This however is my problem. It is actually quite good to be interrupted. I keep telling myself this even though so far I am still not good at tolerating interruption. Think about it: reality being what it is, interruption is normal. In fact, interruption may be the most essential characteristic of reality. Every moment there's discontinuity- everything is lost and we have to start all over again. The illusion that there's continuity is only that, an illusion. Actually everything's new each moment. We always have to be ready to be interrupted and to start fresh. If we're holding onto the last moment, we're not ready for this moment. And, to be less metaphysical about it, the fact is that interruption is also a normal factor in our ordinary lives. The phone is constantly ringing when you are in the middle of something. Disasters small and large are constantly happening that require your attention, making it impossible for you to go on with what you were in the middle of. You spill or break or misplace something. You lose your job. You get divorced, sick, pregnant. Your organized plans are constantly being derailed. Your wife points out a bird in the tree outside or wants you to hear the words of a very funny book. How enlightened is it to be so preoccupied that you don't notice the bird or appreciate the joke? I am sure that Yunmen heard in the monk's voice, as he began quoting the lovely and profound poem of Zhang Zhuo, a sweet attachment to his own voice and to the cherished brilliance of the words he was mouthing. Interruption was probably just what he needed.
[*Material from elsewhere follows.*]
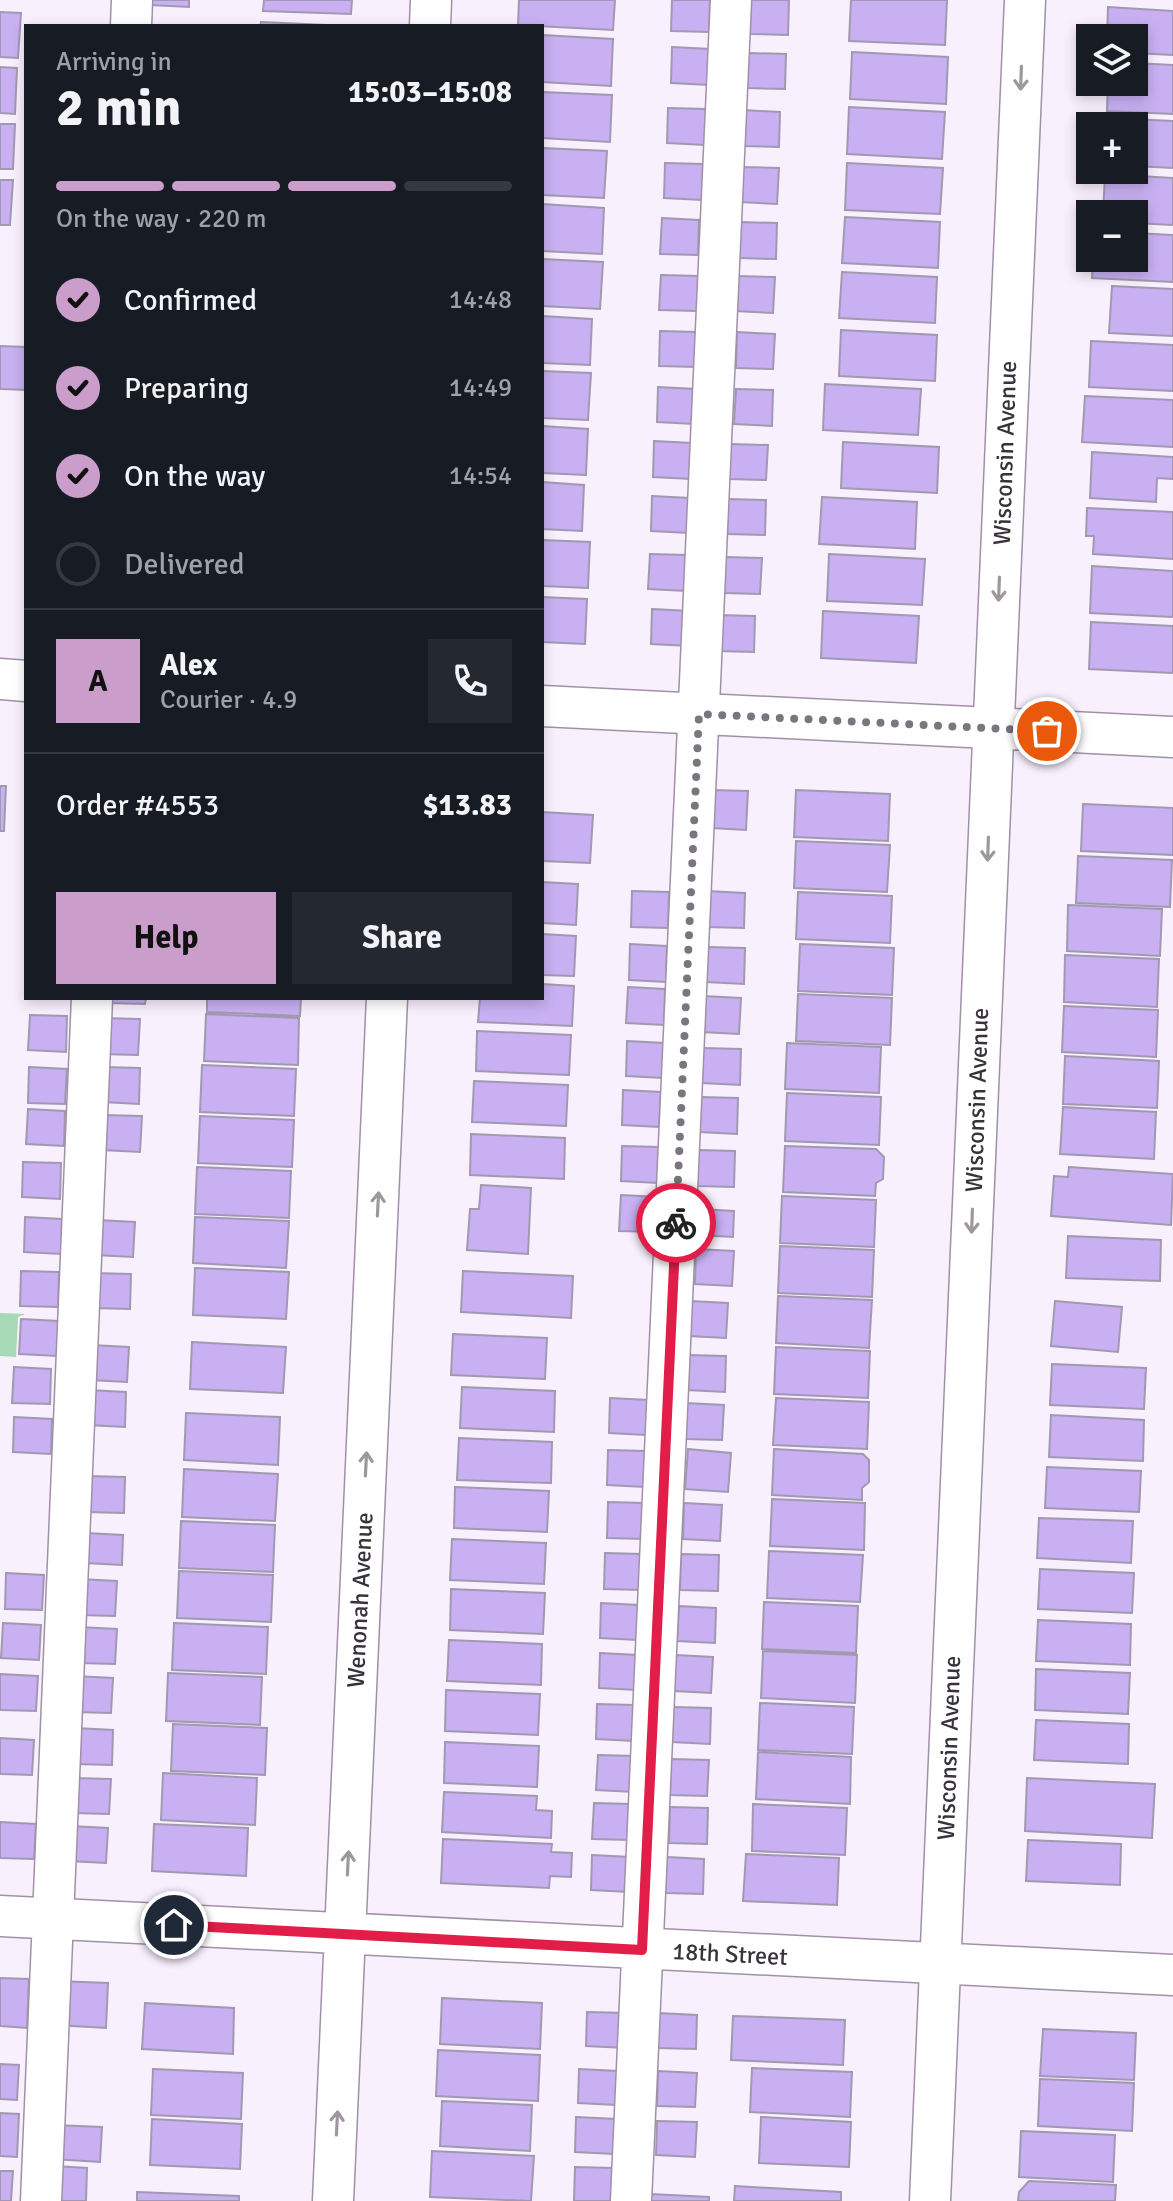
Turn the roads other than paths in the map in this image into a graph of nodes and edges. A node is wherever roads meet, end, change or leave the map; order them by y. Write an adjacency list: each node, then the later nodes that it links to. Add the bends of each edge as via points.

Yunmen didn't always interrupt his students. But he was always rather sharp, rather crisp. Along with my favorite, Zhaozho, Yunmen is one of the quintessential teachers of the Golden Age of Zen. But Yunmen is one of those who gives Zen such a bad name for rudeness and strictness. Where Zhaozhou was sweet and simple, rather deadpan in his expression, Yunmen was usually quite fierce and cutting. Studying the sayings and doings of both of them you get a sense of the range possible- and necessary- in Zen teaching and action. There is no "Zen attitude." Every person comes forth from his or her own conditioning and expresses the truth in his or her own way. That this is so goes to the heart of our tradition, which celebrates, rather than tries to deface, the miracle of human personality.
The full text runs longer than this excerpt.